Eyewitness testimony is bad!
So, to be consistent, I started applying that to my everyday life. When Laura, my wife, told me that it was raining outside, unless she was drenched when she walked in the door, I’d go check for myself. She’s an eyewitness, after all. She could be biased towards rain that day since the weatherman had predicted it, and thus be mistaken. She could have just wanted it to rain and believed she saw rain. Or, she could be lying to me to further an unseen agenda.
Either way, the only way to ascertain the truth would be to see it with my own eyes. If Laura announced dinner was ready, I wouldn’t believe her until I smelled the food or saw it on the table. If she told me a story about her past, I would try to empirically verify it, either from her old yearbooks or by looking at her scrapbooks. Not her journals (that’s still eyewitness testimony); only pictures would do!
I started doing that at work, too.
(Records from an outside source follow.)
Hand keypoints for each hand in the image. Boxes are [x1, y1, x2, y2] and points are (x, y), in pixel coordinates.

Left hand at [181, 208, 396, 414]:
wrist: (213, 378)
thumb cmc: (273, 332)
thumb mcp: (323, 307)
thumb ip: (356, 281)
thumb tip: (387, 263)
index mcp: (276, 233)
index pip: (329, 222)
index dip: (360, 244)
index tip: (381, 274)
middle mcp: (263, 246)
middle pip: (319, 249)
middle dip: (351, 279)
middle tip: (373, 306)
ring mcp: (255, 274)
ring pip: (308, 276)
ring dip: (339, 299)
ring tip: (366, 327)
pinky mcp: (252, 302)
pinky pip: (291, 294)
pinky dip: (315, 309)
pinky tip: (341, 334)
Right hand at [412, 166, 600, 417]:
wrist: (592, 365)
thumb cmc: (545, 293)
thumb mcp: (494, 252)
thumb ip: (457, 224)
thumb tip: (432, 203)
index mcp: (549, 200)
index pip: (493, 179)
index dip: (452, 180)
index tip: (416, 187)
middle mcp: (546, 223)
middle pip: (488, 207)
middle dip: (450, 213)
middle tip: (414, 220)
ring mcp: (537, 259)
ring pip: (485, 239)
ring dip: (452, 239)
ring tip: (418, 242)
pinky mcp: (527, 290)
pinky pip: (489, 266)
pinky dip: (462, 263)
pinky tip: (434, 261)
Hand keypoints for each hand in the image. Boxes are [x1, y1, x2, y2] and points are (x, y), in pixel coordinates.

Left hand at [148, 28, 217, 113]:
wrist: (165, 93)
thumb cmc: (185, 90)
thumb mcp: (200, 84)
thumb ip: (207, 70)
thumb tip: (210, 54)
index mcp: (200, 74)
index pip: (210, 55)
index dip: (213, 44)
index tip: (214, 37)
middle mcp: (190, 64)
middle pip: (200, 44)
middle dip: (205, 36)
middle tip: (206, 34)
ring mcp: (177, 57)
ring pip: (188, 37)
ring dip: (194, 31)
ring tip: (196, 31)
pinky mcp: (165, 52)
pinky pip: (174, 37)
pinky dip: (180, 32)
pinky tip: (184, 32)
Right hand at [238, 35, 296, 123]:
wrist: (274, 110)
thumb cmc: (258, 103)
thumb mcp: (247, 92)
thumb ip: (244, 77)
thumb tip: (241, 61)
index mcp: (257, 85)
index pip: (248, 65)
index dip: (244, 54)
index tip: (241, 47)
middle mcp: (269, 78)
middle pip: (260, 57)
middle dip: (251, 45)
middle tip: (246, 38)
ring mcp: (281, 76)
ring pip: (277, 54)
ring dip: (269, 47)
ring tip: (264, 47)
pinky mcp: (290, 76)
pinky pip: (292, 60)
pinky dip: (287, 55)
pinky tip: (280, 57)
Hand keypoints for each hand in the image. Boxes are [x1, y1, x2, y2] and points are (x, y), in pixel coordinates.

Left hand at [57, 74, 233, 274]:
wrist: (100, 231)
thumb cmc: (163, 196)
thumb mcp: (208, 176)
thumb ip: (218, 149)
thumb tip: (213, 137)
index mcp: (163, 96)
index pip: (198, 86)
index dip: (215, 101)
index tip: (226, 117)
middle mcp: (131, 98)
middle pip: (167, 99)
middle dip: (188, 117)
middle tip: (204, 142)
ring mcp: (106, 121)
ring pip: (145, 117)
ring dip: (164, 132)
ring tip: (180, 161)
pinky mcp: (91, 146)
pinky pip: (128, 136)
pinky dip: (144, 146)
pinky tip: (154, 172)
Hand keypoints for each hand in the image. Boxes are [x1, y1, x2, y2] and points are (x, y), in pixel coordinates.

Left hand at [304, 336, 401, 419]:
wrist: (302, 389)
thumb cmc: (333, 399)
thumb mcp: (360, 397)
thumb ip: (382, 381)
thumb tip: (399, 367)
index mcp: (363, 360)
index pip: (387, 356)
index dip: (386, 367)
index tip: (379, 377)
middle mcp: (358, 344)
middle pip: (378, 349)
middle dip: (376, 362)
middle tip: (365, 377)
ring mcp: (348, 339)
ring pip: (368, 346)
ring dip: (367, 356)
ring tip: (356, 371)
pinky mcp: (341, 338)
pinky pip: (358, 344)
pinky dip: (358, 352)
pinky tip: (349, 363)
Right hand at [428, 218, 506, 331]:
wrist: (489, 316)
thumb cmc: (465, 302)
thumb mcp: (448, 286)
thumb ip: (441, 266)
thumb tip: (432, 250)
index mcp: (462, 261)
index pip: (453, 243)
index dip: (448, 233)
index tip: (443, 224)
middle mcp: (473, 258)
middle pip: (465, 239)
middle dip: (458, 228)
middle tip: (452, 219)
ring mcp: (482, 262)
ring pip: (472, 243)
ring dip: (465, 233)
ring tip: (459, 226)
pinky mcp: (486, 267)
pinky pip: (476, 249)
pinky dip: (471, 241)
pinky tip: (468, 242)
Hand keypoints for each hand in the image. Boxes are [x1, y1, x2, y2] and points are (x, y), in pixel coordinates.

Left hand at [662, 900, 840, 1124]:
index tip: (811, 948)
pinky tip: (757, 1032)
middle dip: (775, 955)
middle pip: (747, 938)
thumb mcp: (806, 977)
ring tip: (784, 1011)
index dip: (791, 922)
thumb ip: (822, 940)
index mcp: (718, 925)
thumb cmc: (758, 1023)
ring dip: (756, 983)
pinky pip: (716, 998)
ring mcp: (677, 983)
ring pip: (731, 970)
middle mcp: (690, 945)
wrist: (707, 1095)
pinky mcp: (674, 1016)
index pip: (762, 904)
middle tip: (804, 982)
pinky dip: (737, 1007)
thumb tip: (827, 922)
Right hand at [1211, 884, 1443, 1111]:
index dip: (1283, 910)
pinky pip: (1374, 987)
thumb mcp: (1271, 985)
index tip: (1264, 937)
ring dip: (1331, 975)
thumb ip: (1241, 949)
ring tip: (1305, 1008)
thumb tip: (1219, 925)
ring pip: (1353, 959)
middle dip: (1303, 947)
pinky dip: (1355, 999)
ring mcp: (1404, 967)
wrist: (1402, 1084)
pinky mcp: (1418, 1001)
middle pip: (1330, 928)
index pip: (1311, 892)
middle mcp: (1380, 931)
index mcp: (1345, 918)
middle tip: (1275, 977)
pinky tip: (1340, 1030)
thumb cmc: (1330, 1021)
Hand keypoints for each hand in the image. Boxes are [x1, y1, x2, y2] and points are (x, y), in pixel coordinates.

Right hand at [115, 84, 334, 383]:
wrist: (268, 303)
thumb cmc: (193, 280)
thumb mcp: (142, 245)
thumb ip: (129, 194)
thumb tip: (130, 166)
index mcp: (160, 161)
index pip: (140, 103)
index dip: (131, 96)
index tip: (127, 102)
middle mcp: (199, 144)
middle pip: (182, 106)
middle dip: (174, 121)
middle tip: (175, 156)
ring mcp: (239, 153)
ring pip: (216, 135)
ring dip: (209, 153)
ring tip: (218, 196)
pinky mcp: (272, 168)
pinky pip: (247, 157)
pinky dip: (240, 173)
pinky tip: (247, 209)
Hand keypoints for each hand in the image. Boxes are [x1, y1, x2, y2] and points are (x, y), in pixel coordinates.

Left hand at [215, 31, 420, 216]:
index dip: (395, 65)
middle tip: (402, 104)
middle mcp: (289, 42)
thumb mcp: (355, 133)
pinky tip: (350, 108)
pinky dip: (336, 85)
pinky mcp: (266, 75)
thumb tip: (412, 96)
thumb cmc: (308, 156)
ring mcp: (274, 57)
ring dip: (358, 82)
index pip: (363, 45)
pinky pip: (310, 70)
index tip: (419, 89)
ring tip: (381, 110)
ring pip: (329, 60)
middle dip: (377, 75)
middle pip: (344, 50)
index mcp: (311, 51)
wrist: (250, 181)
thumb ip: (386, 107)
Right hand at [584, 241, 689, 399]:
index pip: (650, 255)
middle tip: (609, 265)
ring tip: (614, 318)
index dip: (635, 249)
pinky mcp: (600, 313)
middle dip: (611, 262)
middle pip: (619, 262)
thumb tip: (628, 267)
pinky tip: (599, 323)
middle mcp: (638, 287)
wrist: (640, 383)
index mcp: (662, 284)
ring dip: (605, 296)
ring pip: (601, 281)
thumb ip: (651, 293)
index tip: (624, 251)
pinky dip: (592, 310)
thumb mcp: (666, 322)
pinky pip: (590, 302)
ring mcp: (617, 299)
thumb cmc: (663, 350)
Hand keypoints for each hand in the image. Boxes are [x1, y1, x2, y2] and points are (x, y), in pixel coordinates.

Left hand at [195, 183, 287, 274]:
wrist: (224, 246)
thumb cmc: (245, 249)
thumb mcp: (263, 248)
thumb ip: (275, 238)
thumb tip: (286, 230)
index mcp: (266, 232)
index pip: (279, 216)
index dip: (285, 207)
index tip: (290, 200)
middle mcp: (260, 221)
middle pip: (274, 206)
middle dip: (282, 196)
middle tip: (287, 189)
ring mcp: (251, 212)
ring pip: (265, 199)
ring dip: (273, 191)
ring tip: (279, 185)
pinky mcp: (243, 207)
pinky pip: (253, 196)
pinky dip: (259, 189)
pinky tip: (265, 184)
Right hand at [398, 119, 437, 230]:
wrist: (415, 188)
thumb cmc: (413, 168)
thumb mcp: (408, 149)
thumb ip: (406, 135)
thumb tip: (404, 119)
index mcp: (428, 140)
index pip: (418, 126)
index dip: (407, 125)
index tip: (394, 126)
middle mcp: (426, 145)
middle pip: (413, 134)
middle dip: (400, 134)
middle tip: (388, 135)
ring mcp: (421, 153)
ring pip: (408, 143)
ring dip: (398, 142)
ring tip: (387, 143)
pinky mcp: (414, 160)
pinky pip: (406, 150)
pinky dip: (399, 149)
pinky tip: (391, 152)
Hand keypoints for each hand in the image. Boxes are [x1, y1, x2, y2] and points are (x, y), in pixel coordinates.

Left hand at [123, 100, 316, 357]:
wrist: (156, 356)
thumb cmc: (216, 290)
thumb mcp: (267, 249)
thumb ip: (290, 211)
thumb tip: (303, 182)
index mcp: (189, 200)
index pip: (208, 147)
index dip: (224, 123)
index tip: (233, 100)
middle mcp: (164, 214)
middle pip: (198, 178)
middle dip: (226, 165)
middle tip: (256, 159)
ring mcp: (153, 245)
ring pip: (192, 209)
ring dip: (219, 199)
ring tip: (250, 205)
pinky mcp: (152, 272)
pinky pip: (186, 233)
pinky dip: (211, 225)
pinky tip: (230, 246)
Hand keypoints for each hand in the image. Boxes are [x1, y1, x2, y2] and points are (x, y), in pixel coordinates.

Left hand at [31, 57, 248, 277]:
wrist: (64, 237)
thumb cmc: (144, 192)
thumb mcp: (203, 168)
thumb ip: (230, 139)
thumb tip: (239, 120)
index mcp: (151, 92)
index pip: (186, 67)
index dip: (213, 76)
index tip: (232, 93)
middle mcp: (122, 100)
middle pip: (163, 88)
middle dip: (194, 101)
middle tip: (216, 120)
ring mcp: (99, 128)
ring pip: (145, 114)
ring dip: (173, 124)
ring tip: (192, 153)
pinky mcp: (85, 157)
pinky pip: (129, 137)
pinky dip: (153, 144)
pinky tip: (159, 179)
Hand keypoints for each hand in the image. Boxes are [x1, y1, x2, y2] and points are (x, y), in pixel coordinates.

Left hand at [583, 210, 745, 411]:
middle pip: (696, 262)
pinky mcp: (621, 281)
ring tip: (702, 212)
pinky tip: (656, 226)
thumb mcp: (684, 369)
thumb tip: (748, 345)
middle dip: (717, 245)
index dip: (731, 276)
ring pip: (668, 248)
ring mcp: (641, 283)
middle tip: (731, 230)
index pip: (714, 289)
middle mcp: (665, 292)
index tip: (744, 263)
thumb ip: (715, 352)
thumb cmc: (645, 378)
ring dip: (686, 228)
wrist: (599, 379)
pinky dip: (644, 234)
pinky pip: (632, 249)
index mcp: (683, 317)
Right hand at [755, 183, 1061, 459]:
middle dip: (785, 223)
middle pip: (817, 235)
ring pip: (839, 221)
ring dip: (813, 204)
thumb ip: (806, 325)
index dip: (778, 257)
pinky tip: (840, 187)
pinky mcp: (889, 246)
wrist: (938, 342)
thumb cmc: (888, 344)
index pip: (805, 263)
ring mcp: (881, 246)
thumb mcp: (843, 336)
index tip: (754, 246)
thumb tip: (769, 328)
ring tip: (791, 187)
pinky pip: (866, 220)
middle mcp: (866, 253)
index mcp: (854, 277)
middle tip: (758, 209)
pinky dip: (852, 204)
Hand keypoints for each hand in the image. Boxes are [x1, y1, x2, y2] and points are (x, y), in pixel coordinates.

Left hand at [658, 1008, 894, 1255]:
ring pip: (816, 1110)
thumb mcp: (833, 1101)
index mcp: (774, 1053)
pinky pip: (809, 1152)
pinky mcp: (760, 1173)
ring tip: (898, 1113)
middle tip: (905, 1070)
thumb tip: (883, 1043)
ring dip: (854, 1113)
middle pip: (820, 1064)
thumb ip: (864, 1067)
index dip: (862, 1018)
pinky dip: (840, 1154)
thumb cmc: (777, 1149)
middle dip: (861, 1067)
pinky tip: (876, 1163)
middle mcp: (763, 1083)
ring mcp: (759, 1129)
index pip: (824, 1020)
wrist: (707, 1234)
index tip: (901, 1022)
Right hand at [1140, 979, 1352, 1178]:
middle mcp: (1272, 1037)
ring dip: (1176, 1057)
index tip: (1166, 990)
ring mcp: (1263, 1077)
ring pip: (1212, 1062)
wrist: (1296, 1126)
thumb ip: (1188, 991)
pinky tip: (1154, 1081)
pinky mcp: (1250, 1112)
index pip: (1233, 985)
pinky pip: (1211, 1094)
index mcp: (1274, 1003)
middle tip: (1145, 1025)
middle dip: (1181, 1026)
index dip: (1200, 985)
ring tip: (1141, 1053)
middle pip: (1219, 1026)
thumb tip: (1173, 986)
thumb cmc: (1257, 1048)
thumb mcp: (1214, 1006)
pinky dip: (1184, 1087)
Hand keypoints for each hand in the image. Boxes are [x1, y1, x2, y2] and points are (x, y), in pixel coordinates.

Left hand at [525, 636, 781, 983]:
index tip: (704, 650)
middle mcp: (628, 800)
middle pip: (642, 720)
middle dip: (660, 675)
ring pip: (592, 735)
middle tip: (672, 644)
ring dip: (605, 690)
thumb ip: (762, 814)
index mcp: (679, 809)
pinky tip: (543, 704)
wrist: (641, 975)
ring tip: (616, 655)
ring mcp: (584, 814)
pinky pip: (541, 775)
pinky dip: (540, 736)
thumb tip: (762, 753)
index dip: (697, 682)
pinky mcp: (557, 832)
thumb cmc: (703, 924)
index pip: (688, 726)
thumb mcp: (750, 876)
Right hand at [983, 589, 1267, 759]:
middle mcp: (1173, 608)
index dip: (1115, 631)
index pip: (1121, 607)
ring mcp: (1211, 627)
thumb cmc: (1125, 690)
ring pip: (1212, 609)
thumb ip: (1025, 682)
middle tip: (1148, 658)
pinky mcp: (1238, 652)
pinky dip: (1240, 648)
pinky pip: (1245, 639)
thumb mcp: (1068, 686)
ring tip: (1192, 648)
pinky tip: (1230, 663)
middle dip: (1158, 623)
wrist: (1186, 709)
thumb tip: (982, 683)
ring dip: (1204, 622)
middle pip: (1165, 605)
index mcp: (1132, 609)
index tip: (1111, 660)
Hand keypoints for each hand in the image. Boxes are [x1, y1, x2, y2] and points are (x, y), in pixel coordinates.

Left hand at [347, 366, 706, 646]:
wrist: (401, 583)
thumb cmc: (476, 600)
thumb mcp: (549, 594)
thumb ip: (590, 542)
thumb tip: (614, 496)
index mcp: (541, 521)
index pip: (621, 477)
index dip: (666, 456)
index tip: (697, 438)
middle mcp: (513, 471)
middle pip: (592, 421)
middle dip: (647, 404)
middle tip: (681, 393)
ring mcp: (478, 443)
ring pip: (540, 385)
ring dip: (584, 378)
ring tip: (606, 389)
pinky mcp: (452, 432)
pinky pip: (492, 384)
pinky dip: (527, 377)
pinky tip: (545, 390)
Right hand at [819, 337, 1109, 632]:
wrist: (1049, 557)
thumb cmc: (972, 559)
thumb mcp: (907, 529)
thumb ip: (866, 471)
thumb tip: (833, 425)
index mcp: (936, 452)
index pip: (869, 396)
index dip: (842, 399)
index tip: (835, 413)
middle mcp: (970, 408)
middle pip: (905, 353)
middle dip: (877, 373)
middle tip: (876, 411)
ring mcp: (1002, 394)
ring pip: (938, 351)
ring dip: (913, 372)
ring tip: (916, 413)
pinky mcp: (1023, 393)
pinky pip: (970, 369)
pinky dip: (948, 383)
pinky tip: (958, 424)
I never believed what I was told, only what I could see with my own eyes. There were lots of whispers, and no one wanted to work with me. But I continued to verify every story someone told me, regardless of how mundane. If I couldn’t forensically verify it, I didn’t believe it.
When Laura, or someone acting on her behalf, told me that she was staying late at work or visiting my in-laws, I never believed that outright. If Laura were having an affair, that is exactly the sort of thing they’d tell me to keep it a secret. So I always drove by her office or my in-laws on the way home to see if her car was there.
Laura started to get this crazy idea that I didn’t trust her. “Honey,” I’d reassure her, “it’s not you. I trust you. I just don’t trust any eyewitness testimony. Period. Unless I can get forensic evidence to back it up, then I just won’t accept it on someone’s word!”
I thought she’d understand, but she filed for divorce only six months after I started this. She also filed for an order of protection. Since I was constantly driving by her alleged whereabouts, she got this crazy idea that I was stalking her.
What ticked me off most is that she had no forensic evidence to back up her claim: no tire tracks, no paint chips from my car, nor any surveillance tapes showing my car checking up on her. Nothing like that. Just three eyewitnesses. The judge accepted the eyewitness testimony and granted the order! Can you believe that? How insulting. Not to mention a bit ironic.